Current SOTA models do not seem to have this capability. However, it is entirely plausible that future models will exceed the capabilities of a bunch of long-haired cultists, in the mountains, in 1995. This is not a fake risk.

> is that they don't want to

Yes, that is essentially the reason. It's not hard to know enough chemistry to figure out how to make these things. The fact that such attacks (your example is small-scale and very ineffective, let's not forget) don't happen more often is the general incompetence of human beings and the relatively tight controls on the basic components (which aren't particularly challenging to monitor for). The tests described are theater, based on the idea that knowledge itself is dangerous.

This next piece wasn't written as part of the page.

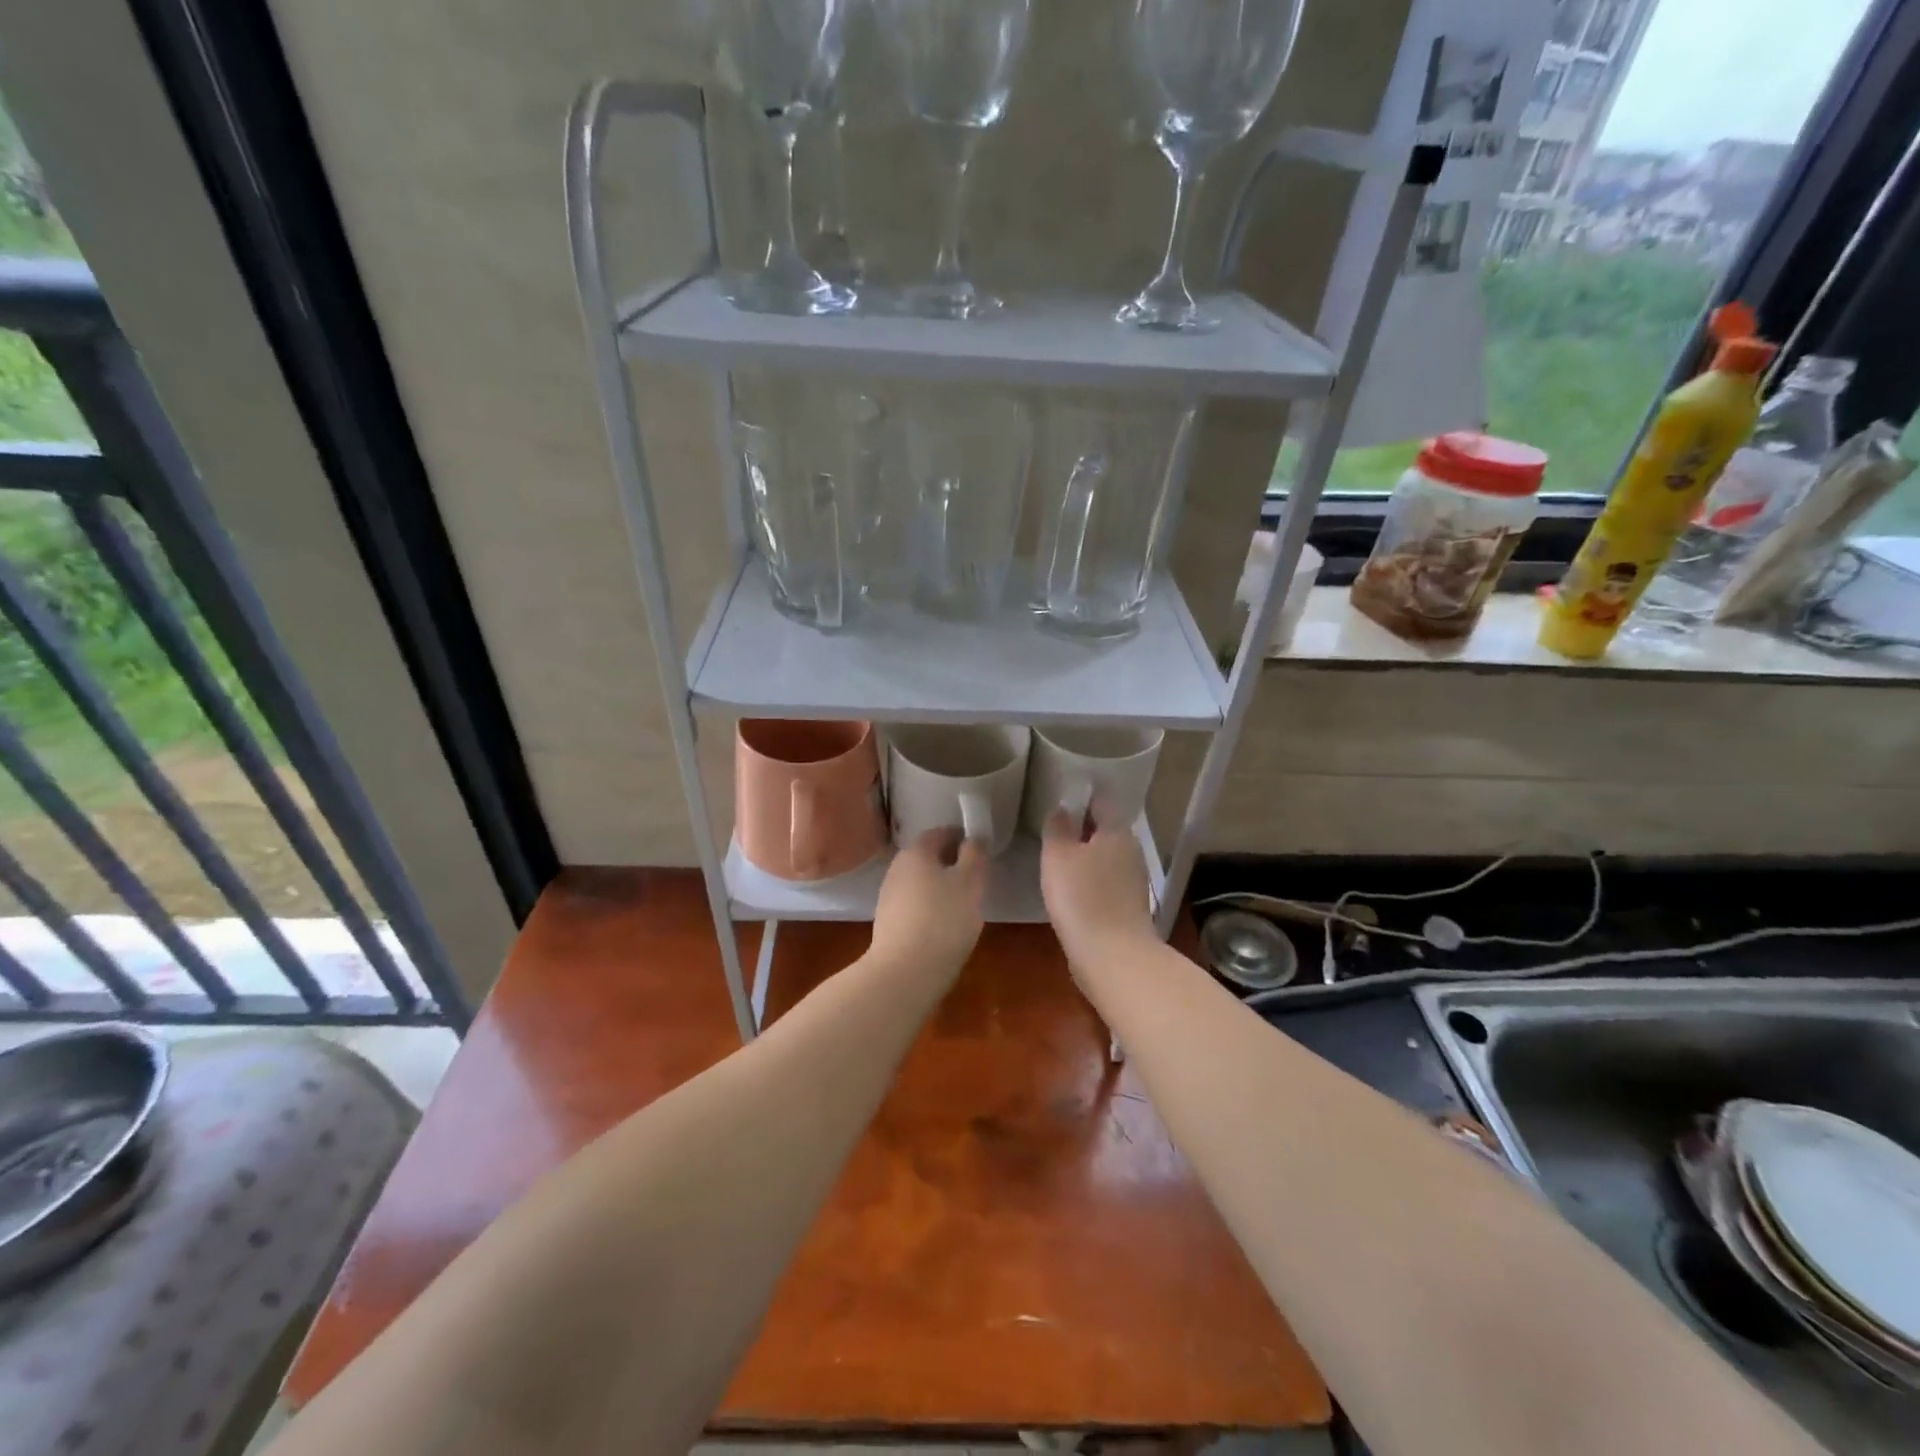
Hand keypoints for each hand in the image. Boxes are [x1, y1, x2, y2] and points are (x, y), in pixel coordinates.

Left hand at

This way of testing is a regressive stance that essentially presupposes that our adversaries are dumb babies that can't figure anything out on their own. If that was the case, they would also be too stupid to figure out the correct things to ask to get a real set of instructions. Given those things, it's theater.

Theater wastes everyone's time so that people who cannot or don't want to evaluate the actual risks involved. This is something we shouldn't make a habit of doing. It's not worth wasting the time of people with good ability to assuage the worries of people with little ability in a way that has no effect on actual risk. Instead of this, we should address real risk (which we're already doing) and educate other people so they can understand that these are the correct steps to take.

So, your argument is that groups like ISIS and Hamas

- Don't really want to hurt a lot of people that way - Couldn't access any dangerous ingredients, even if they had the know-how - Are too dumb to build these things

I agree with reason #3. That is why I don't want to give out open-source models which are world-class experts in chemistry, biology, logistics, operations, and tutoring dumb people.

I disagree with your belief that motivated people with a next-generation generative model doing their planning could not source dangerous ingredients. I'm not going to say much about CBRN in particular, but e.g. ANFO bombs are prevented by monitoring fertilizer sales; nobody tries to monitor natural gas sales or make sure some compound out in the hills isn't setting up their own Haber-Bosch process.

I am also opposed to security theater. Run the numbers on TSA, and it's easy to see that it's a net negative even if it cost 0 tax dollars. But not all government-led safety efforts are theater; seatbelt laws saved a lot of lives, indoor smoking bans saved a lot of lives, OSHA saved a lot of lives.

We know there are folks out there who want to kill a lot of people. We know their capabilities range from "grabbing the nearest hard or pointy object and swinging it" to "medium-scale CBRN attacks." Pushing each of these kinds of people one or two rungs up the capabilities ladder is a real danger; nothing imaginary about it.

4 sounds like a nonsense catch all for "says things the government doesn't like"
I imagine you meant societal harms? I think this was mostly my fault. I edited the areas of work a bit to better reflect what the UK AISI is actually working on right now.